“Now Enoch, the seventh from Adam, prophesied about these men also, saying, “Behold, the Lord comes with ten thousands of His saints, to execute judgment on all, to convict all who are ungodly among them of all their ungodly deeds which they have committed in an ungodly way, and of all the harsh things which ungodly sinners have spoken against Him.” – Jude 14-15
St. Jude draws upon 1 Enoch again here; this time, though, is an even stronger reference, as he mentions (and attributes the quote to) the Prophet Enoch by name and then goes on to offer a word-for-word quote from 1 Enoch. This verse forces the Sola Scripurist into a catch-22 position. St. Jude clearly believes that this verse comes from none other than “Enoch, the seventh from Adam,” himself, however, we know that 1 Enoch was written no earlier than about 300 BC, well after the lifetime of the historical Enoch, and so, obviously, could not have been written by Enoch. There’s only two possible options that remain, either 1. St. Jude mistakenly believed that Enoch was the author of 1 Enoch and passed on this erroneous belief in this letter (which position conflicts with Sola Scriptura, as Sola Scriptura relies on a belief in absolute Biblical inerrancy), or 2. this verse (and others from the same book?) is part of a millennia-old oral tradition passed down from the Prophet Enoch but not written down until about 300 BC. Both options are incompatible with Sola Scriptura, but they’re the only options we have. Either St. Jude was mistaken and the Bible lacks the absolutist version of inerrancy which Sola Scripturists must hold or St. Jude was drawing on a several thousand-year-old oral tradition, which means St. Jude was no Sola Scripturist and endorses the remarkable reliability of oral tradition.

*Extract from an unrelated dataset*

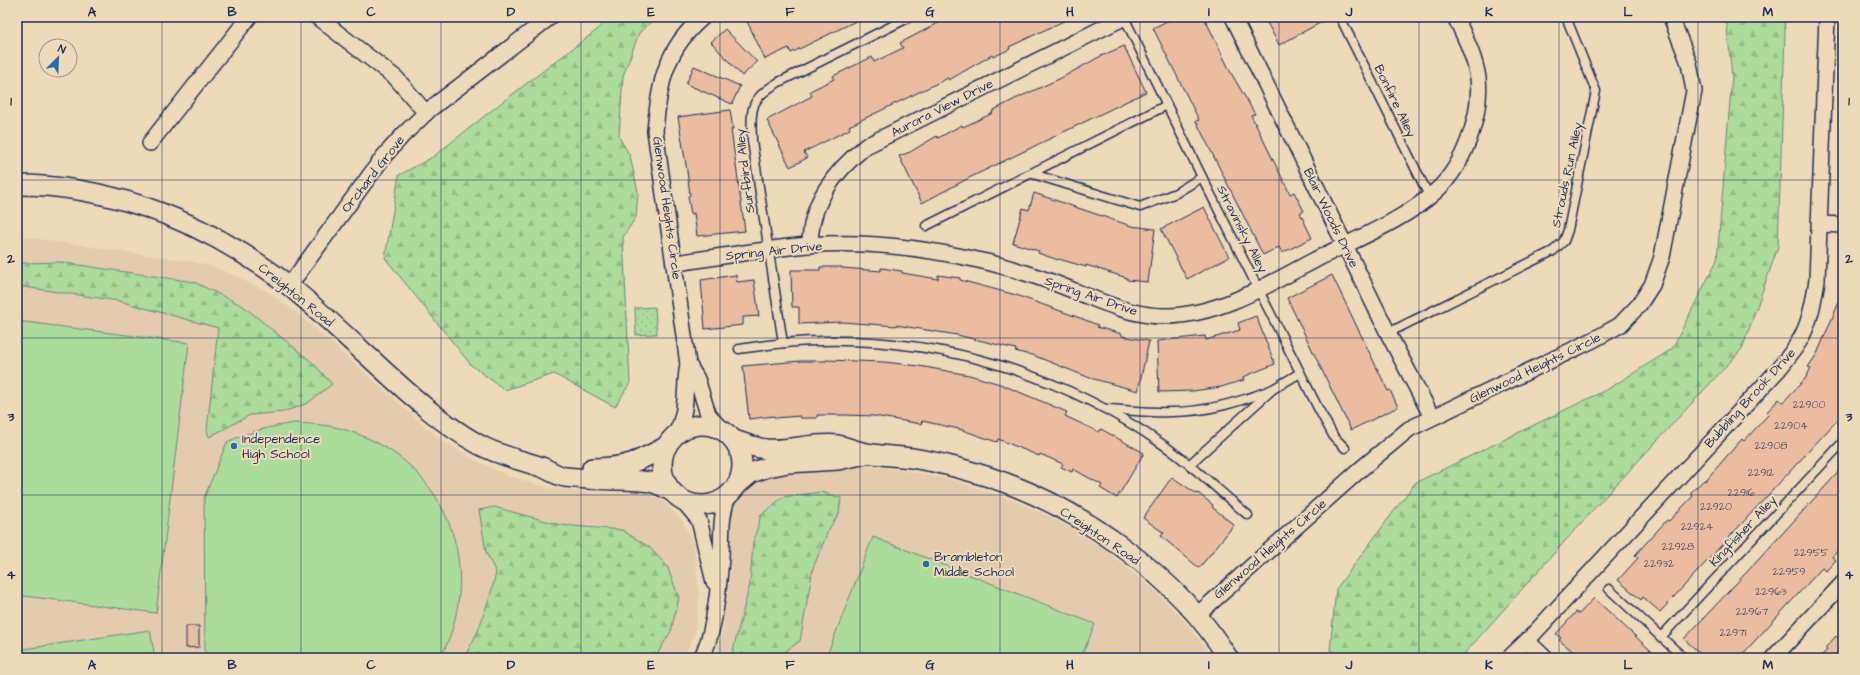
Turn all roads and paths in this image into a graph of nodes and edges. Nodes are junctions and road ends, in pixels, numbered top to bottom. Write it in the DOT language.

And, if they were willing to admit that this prophecy was passed down accurately via oral tradition from Enoch, they must also answer the question of why 1 Enoch is not part of their Old Testament. They could assert the case that only this single verse was a real prophecy of Enoch, but the obvious problems with this are that the entire book claims to be from Enoch and that St. Jude clearly believes it is; as we’ve seen, this quotation isn’t the only time he cites this book.
In the end, there’s a lot of hard questions for Protestants to answer that are raised by this verse from St. Jude’s letter. If St. Jude’s quote here were the only extra-biblical quote we had in Scripture (and it’s not, clearly), it would still be enough itself to refute Sola Scriptura completely.
I’d provide examples for comparison, but 1 Enoch is, in fact, the only “Old Testament” book that St. Jude quotes.